• **Aim of the exercise**: Transcribe each record word for word. Skip the images.

• **Exercise materials**:

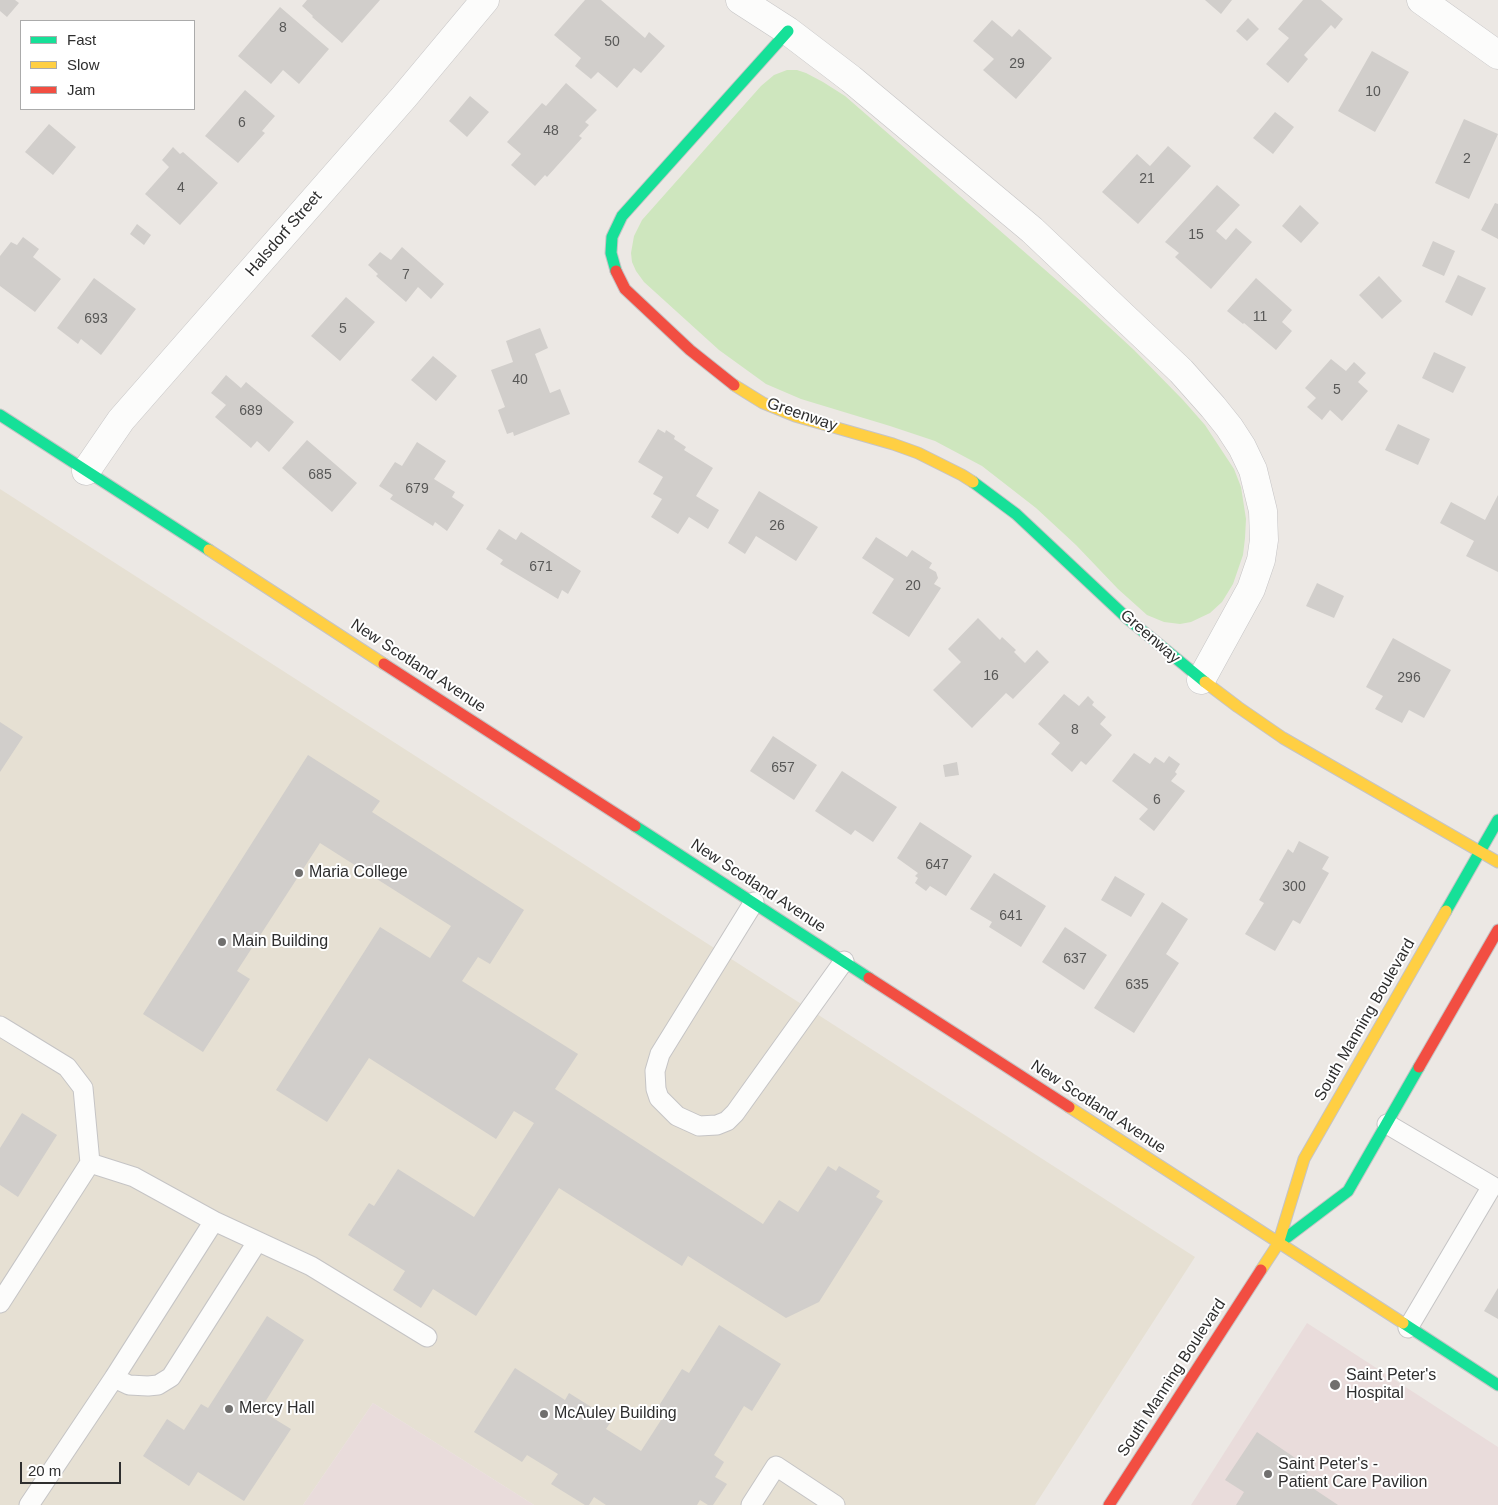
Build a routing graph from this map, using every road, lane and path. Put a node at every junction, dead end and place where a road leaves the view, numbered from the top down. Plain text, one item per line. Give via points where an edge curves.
1 (485, 0) edge
2 (740, 0) edge
3 (1421, 0) edge
4 (788, 31) junction
5 (1498, 55) edge
6 (2, 420) edge
7 (86, 471) junction
8 (1201, 680) junction
9 (1498, 820) edge
10 (1480, 852) junction
11 (1498, 862) edge
12 (754, 902) junction
13 (1498, 930) edge
14 (844, 961) junction
15 (0, 1026) edge
16 (1387, 1124) junction
17 (90, 1163) junction
18 (214, 1221) junction
19 (257, 1242) junction
20 (1278, 1244) junction
21 (0, 1303) edge
22 (1408, 1328) junction
23 (427, 1337) dead end
24 (114, 1378) junction
25 (1498, 1386) edge
26 (30, 1505) edge
27 (751, 1505) edge
28 (835, 1505) edge
29 (1109, 1505) edge

1 - 7 street, Halsdorf Street via 121,420
2 - 4 street
3 - 5 street
4 - 8 street via 851,79 1032,230 1180,371 1213,407 1242,447 1259,491 1263,511 1263,551 1251,589
4 - 8 street, Greenway via 622,216 614,230 611,245 614,268 620,282 690,350 739,389 763,403 918,453 983,489 1016,514 1128,619
6 - 7 street, New Scotland Avenue
7 - 12 street, New Scotland Avenue
8 - 10 street, Greenway via 1283,738
9 - 10 street, South Manning Boulevard
10 - 11 street, Greenway
10 - 20 street, South Manning Boulevard via 1304,1159
12 - 14 street, New Scotland Avenue
12 - 14 lane via 660,1054 655,1070 656,1089 659,1098 677,1116 699,1126 717,1126 727,1121
13 - 16 street, South Manning Boulevard
14 - 20 street, New Scotland Avenue
15 - 17 lane via 67,1067 82,1088
16 - 20 street, South Manning Boulevard via 1348,1191
16 - 22 lane via 1492,1186
17 - 18 lane via 134,1177
17 - 21 lane
18 - 19 lane
18 - 24 lane
19 - 23 lane via 311,1266
19 - 24 lane via 171,1377 158,1385 148,1386 129,1385
20 - 22 street, New Scotland Avenue
20 - 29 street, South Manning Boulevard
22 - 25 street, New Scotland Avenue
24 - 26 lane
27 - 28 lane via 776,1466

• **Finished task**:
Build a routing graph from this map, using every road, lane and path. Put a node at every junction, dead end and place where a road leaves the view, numbered from the top down. Plain text, one item per line. Give via points where an edge curves.
1 (485, 0) edge
2 (740, 0) edge
3 (1421, 0) edge
4 (788, 31) junction
5 (1498, 55) edge
6 (2, 420) edge
7 (86, 471) junction
8 (1201, 680) junction
9 (1498, 820) edge
10 (1480, 852) junction
11 (1498, 862) edge
12 (754, 902) junction
13 (1498, 930) edge
14 (844, 961) junction
15 (0, 1026) edge
16 (1387, 1124) junction
17 (90, 1163) junction
18 (214, 1221) junction
19 (257, 1242) junction
20 (1278, 1244) junction
21 (0, 1303) edge
22 (1408, 1328) junction
23 (427, 1337) dead end
24 (114, 1378) junction
25 (1498, 1386) edge
26 (30, 1505) edge
27 (751, 1505) edge
28 (835, 1505) edge
29 (1109, 1505) edge

1 - 7 street, Halsdorf Street via 121,420
2 - 4 street
3 - 5 street
4 - 8 street via 851,79 1032,230 1180,371 1213,407 1242,447 1259,491 1263,511 1263,551 1251,589
4 - 8 street, Greenway via 622,216 614,230 611,245 614,268 620,282 690,350 739,389 763,403 918,453 983,489 1016,514 1128,619
6 - 7 street, New Scotland Avenue
7 - 12 street, New Scotland Avenue
8 - 10 street, Greenway via 1283,738
9 - 10 street, South Manning Boulevard
10 - 11 street, Greenway
10 - 20 street, South Manning Boulevard via 1304,1159
12 - 14 street, New Scotland Avenue
12 - 14 lane via 660,1054 655,1070 656,1089 659,1098 677,1116 699,1126 717,1126 727,1121
13 - 16 street, South Manning Boulevard
14 - 20 street, New Scotland Avenue
15 - 17 lane via 67,1067 82,1088
16 - 20 street, South Manning Boulevard via 1348,1191
16 - 22 lane via 1492,1186
17 - 18 lane via 134,1177
17 - 21 lane
18 - 19 lane
18 - 24 lane
19 - 23 lane via 311,1266
19 - 24 lane via 171,1377 158,1385 148,1386 129,1385
20 - 22 street, New Scotland Avenue
20 - 29 street, South Manning Boulevard
22 - 25 street, New Scotland Avenue
24 - 26 lane
27 - 28 lane via 776,1466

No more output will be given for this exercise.